Now, what encoding settings do we want to use?
The Output pane has some of my favorite usability features of Expression Encoder, letting us apply rich templates and automatic publishing.
First, the Template. I picked the "Clean" template, which has a nice subtle overlay control, and a popup navigation via the thumbnails we made above when you mouse over the top of window. It also supports going full screen with a double-click. One thing I like about Clean is that the video fills the frame exactly, without having to account for the control bar or other elements. So I can embed at exactly 640x480 for a 640x480 clip.
The publish mode (I've got the optional Silverlight Streaming publishing plugin installed) lets me automatically or manually upload the final project to our Silverlight Streaming service. This is a great way to test or deliver Silverlight projects. You can sign up for a free account with 10 GB of storage and 5 TB/month of bandwidth.
So, how much did all this help? Here's a couple of the more pronounced before/after shots. All the below are inserted as 100% scale PNG, so there's no scaling or further compression to complicate the comparison. Note that the FLV came out darker for some reason. I'm not sure what the cause of that was; the VC-1 brightness matches the source. Perhaps something to do with the Mac/Windows gamma difference on the platform the FLV was encoded on? This actually makes VC-1's job relatively harder, since the motion graphics are easier to see.
And you can see the actual clips in action here:
I grabbed a frame right after the transition that really shows the detail difference between VP6 and VC-1 here; it's especially striking in the texture of the shirt. The VP6 gets sharper after a keyframe pop, but this is how it starts.

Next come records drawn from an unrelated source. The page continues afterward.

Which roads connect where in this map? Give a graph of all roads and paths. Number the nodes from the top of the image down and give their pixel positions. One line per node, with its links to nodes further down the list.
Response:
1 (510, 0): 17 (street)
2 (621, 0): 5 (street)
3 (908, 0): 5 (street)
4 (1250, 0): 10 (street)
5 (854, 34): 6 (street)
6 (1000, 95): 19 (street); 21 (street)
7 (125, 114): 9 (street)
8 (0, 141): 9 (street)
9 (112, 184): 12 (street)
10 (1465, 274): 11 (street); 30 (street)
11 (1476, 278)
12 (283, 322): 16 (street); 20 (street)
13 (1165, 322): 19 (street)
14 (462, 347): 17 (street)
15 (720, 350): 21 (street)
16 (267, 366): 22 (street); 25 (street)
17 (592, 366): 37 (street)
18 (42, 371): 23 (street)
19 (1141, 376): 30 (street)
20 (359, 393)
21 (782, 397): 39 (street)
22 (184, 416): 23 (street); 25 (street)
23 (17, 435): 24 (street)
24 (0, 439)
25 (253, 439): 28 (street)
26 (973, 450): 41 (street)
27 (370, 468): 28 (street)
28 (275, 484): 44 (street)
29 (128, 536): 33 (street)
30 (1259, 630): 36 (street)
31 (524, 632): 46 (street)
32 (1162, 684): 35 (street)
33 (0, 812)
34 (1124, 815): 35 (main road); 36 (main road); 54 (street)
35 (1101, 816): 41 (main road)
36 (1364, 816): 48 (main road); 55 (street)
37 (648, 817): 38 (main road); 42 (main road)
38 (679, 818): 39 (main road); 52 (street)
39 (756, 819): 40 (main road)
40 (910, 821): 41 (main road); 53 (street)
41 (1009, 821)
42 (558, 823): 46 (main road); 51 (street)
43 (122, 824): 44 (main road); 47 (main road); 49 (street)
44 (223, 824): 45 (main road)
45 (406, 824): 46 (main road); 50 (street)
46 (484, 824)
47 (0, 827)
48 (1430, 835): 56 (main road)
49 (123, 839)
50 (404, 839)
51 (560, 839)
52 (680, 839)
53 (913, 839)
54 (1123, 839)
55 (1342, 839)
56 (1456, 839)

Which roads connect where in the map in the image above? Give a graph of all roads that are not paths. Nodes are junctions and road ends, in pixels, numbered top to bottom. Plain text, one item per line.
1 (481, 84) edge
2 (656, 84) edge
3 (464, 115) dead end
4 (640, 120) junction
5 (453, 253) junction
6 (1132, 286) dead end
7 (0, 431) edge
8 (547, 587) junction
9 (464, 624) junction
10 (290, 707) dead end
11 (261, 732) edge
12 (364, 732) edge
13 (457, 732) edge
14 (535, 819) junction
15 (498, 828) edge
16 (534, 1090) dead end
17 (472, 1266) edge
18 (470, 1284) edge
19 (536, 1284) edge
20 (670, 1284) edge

VC-1 quality in the card is maintained perfectly throughout.
In this frame (man, do I look like a stiff!), you can see the effect of my blend deinterlace to hide the fields. Notice the ringing artifacts in the original frame. Encoding fields as progressive is extremely challenging for codecs, since you have high motion 1-pixel high horizontal lines, combing high frequency and high detail. I normally don't like doing a blend, since those double-images are also hard to encode, but it was only for a very short duration in this clip, and the deinterlacing filters I had handy had a lot of trouble preserving the text perfectly.